Are we operating under the assumption that Sunset has already met the criteria for Stage 1 meaningful use? If so, has the reimbursement been reflected in the financial statements for FY11?
Assume they meet meaningful use criteria but that they are not
participating in HITECH, so reimbursement is not reflected in financials
statements for FY11.
What is the TNM stage for Mr. LaFleur's lung cancer?
The cancer is a non-small cell Stage 3B lung cancer. The cancer stage was transcribed as 3B and 3D. 3B is the correct reference.
How was Jewish Health's cancer treatment plan relayed to Sunset Health for implementation
CDs of the medical records were hand carried to Dr. Musaki at Sunset.
At Sunset Health System
1. How many clinical staff are employed: A. by the Hospital and B.Overall
2. How many non-clinical staff are employed: A.Hospital and B. Overall
3. We were given the staffing breakdown for Loganville Hospital what is the
staffing breakdown for Sunset?
We provided the mix of physicians practicing at Loganville to provide you with information about what specialists are available at this small hospital that could be relevant for Fred's care locally.
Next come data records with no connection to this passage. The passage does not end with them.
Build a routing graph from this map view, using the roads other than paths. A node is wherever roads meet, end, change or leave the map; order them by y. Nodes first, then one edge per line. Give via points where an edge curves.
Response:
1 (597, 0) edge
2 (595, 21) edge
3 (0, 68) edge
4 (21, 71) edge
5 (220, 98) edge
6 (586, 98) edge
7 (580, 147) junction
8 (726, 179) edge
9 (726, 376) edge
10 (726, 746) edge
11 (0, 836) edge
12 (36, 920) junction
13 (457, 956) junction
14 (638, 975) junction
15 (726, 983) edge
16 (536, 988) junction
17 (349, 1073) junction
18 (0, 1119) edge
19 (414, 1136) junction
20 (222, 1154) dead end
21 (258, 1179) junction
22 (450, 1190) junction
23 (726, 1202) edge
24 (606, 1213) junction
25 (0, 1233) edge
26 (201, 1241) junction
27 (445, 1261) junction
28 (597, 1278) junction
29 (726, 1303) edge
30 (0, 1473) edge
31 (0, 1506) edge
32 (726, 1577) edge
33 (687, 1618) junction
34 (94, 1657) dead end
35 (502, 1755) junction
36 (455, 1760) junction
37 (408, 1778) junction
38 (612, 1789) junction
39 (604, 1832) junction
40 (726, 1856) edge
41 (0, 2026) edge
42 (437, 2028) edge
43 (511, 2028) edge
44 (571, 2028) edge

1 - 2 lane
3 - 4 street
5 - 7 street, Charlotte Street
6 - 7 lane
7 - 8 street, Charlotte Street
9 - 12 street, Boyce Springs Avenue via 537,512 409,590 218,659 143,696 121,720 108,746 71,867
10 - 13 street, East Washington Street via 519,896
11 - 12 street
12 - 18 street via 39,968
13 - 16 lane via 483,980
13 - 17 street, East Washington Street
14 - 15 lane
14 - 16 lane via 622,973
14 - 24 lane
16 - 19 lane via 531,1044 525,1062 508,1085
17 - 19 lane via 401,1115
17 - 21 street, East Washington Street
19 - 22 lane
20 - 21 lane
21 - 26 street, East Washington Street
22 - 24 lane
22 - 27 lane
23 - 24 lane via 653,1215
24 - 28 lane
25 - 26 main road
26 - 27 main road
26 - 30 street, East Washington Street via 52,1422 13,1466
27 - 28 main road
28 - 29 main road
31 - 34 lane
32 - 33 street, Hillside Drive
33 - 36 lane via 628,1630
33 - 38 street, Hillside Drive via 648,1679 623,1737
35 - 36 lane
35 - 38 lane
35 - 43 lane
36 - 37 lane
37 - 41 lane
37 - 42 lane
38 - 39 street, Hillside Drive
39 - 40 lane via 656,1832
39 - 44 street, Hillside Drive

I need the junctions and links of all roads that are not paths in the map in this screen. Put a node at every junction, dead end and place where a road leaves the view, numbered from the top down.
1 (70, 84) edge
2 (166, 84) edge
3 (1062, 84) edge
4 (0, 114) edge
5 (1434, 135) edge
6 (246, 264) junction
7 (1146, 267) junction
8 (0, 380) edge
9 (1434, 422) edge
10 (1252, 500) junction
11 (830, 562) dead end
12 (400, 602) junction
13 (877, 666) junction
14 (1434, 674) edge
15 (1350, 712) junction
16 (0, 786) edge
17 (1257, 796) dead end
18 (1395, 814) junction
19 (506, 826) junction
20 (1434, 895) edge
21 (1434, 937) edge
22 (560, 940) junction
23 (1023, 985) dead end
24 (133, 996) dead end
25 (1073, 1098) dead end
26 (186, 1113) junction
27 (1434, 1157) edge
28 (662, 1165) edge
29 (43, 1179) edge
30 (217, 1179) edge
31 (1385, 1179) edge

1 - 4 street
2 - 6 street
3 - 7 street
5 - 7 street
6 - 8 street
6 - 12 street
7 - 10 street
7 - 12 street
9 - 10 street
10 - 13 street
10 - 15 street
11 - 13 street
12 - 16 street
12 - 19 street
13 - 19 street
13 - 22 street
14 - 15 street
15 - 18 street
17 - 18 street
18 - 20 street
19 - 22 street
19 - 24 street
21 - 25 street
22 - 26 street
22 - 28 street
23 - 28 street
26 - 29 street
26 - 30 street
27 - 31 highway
Regarding the number of clinical and non-clinical staff employed by the
Sunset Hospital and overall, if you think this information is important in
arriving at your recommendations, then do some research into what one might
expect to see at a 450 bed hospital that serves as a regional referral
center for smaller rural hospitals, and use your findings as your working
assumptions for how Sunset is staffed.
Can we assume that Sunset Health has a reasonable staff of care coordinators, social workers, and clinical pharmacists who simply weren't involved in Fred's case? Or would these staff members need to be hired?
Does the Sunset System employ any social workers?
You can assume that Sunset Health has care coordinators, social workers, and clinical pharmacists.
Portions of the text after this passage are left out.